Each line of the records below that contains "Velho" needs to be copied.

Start of Provided records

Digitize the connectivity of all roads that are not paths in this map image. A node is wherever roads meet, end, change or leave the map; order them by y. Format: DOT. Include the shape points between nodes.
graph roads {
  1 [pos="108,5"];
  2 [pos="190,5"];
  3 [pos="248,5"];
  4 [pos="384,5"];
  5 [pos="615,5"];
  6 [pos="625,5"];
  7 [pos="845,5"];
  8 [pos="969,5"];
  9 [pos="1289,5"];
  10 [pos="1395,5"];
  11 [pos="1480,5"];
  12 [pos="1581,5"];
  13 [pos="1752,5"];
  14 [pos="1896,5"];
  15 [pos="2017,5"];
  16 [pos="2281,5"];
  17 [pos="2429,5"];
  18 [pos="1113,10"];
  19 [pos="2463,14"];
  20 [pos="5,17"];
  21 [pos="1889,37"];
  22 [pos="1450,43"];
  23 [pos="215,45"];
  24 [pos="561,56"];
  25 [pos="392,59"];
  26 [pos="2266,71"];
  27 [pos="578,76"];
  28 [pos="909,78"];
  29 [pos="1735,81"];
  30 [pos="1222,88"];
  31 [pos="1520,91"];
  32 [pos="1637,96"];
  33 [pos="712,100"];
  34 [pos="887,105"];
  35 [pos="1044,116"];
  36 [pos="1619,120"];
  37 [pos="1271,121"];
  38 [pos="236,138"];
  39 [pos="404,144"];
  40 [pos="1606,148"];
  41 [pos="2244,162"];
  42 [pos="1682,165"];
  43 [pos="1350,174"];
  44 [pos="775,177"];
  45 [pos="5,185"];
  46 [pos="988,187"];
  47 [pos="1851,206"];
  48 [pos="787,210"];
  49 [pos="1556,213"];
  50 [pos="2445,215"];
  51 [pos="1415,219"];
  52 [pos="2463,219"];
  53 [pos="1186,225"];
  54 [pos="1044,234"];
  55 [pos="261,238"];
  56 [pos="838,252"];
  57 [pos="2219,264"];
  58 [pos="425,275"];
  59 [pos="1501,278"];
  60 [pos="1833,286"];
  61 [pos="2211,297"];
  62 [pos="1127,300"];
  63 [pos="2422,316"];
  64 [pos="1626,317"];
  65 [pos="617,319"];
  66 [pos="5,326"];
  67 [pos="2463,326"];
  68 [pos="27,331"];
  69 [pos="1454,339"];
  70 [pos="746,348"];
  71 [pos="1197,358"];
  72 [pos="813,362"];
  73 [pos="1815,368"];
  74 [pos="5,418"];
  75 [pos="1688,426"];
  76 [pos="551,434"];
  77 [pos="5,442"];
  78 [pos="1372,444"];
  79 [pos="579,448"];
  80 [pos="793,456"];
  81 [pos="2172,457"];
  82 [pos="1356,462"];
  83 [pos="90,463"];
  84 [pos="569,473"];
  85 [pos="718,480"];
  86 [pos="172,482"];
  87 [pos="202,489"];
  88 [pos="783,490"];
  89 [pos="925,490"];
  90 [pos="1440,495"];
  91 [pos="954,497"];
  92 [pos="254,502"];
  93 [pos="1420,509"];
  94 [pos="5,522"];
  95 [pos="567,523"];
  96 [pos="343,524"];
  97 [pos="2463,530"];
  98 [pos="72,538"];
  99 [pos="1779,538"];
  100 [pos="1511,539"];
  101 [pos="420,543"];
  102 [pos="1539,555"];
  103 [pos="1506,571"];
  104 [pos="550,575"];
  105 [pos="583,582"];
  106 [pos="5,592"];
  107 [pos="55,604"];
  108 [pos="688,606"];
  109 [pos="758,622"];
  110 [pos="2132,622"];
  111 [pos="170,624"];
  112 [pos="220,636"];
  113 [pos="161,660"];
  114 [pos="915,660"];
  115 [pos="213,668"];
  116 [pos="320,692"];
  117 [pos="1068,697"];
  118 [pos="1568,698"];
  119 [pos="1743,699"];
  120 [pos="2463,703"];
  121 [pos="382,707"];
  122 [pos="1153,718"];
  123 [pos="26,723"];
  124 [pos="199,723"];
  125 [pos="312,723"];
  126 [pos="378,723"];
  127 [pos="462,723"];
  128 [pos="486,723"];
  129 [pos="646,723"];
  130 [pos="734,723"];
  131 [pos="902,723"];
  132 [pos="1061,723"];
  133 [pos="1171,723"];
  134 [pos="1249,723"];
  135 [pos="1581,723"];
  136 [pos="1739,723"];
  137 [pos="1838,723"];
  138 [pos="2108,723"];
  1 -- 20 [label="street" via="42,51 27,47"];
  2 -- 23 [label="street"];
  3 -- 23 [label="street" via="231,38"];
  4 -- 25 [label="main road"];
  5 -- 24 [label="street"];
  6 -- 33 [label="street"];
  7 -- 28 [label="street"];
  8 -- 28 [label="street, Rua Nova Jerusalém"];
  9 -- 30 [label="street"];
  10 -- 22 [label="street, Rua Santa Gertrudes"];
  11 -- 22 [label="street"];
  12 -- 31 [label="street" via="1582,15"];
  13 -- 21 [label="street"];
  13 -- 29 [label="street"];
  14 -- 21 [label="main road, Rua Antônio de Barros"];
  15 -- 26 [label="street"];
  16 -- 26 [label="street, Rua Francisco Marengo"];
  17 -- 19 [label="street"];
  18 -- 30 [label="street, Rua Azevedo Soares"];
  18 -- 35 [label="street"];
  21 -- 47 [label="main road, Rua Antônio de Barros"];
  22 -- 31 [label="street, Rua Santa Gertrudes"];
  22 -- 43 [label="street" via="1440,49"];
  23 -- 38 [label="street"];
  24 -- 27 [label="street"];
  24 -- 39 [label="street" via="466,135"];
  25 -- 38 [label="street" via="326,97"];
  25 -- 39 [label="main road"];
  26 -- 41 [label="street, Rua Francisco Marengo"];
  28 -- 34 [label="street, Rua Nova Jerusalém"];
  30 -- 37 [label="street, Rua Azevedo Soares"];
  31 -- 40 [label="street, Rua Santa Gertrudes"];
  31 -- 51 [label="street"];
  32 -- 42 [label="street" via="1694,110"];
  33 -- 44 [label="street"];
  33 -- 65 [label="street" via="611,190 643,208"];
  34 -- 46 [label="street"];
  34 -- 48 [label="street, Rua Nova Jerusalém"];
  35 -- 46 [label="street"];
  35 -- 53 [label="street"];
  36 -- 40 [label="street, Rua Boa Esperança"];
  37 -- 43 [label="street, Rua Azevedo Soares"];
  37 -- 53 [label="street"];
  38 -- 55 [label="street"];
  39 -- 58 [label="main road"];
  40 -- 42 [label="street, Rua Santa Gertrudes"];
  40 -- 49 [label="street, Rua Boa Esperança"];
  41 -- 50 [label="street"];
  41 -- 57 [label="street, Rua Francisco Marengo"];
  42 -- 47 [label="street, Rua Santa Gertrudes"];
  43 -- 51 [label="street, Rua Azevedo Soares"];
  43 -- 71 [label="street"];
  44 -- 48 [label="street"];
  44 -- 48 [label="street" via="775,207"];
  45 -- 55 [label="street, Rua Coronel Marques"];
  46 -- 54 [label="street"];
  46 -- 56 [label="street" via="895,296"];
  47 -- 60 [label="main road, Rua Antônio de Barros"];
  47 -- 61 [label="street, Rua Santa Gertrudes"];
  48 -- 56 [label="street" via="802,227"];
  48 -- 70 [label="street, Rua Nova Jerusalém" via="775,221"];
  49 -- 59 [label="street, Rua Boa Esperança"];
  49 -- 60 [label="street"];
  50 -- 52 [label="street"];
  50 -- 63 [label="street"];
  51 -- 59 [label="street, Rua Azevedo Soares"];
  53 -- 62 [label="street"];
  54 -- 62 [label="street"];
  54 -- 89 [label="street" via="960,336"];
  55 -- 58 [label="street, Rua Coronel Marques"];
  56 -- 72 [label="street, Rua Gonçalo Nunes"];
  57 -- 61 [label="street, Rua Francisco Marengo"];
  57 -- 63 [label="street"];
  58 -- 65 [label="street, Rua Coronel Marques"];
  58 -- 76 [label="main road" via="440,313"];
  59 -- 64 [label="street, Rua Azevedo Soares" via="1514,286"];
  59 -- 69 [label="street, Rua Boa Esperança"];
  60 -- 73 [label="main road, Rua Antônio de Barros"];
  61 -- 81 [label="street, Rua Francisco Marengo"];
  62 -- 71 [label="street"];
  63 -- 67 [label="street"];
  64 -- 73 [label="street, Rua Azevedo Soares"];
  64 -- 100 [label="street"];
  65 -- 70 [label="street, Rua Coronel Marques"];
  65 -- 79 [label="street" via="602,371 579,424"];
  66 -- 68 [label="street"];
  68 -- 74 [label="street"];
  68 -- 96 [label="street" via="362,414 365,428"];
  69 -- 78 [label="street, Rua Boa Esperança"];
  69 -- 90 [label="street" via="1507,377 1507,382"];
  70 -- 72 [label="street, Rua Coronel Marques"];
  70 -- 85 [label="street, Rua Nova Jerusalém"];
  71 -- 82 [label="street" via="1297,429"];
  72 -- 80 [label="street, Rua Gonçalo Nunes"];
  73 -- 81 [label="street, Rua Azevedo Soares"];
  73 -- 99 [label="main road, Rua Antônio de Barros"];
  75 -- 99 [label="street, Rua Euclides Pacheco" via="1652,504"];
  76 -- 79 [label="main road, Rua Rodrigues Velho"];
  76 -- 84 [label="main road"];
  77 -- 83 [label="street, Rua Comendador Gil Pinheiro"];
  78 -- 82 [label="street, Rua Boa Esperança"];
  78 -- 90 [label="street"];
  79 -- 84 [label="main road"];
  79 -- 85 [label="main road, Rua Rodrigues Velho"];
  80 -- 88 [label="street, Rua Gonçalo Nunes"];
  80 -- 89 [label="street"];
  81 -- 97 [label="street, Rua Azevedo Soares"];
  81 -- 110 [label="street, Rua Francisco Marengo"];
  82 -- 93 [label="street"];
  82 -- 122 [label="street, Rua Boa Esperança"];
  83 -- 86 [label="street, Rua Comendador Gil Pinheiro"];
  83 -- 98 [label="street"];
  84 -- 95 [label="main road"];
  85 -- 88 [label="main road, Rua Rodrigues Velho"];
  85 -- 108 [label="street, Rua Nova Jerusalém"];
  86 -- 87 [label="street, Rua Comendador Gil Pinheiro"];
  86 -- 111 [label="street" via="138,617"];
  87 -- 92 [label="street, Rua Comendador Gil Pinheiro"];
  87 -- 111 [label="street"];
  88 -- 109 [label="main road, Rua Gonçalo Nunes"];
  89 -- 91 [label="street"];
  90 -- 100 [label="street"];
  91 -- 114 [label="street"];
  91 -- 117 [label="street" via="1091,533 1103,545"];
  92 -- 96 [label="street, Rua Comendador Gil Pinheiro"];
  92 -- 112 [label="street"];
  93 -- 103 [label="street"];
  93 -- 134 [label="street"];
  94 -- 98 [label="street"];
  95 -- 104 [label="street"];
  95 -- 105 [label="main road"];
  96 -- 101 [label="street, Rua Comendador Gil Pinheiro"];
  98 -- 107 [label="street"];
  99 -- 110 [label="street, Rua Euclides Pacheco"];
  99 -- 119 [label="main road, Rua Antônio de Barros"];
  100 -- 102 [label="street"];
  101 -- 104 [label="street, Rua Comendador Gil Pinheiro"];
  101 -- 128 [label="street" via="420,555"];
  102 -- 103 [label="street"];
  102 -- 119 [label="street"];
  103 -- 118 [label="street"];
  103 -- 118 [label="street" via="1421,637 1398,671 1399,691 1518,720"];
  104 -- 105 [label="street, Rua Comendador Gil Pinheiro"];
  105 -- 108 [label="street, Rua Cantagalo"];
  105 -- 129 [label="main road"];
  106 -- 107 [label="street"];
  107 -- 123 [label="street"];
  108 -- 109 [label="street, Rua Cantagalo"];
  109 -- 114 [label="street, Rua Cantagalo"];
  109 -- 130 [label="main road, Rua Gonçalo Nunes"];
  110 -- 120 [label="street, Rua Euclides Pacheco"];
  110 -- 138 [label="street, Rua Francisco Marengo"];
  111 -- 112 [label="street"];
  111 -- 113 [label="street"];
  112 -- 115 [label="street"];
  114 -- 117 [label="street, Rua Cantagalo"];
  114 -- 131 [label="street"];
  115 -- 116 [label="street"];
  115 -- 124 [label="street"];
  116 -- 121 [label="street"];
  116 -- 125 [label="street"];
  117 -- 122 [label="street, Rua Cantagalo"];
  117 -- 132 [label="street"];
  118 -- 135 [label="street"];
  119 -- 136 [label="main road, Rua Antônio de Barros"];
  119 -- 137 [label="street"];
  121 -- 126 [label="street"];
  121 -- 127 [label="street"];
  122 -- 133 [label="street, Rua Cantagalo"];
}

End of Provided records

Your response
  76 -- 79 [label="main road, Rua Rodrigues Velho"];
  79 -- 85 [label="main road, Rua Rodrigues Velho"];
  85 -- 88 [label="main road, Rua Rodrigues Velho"];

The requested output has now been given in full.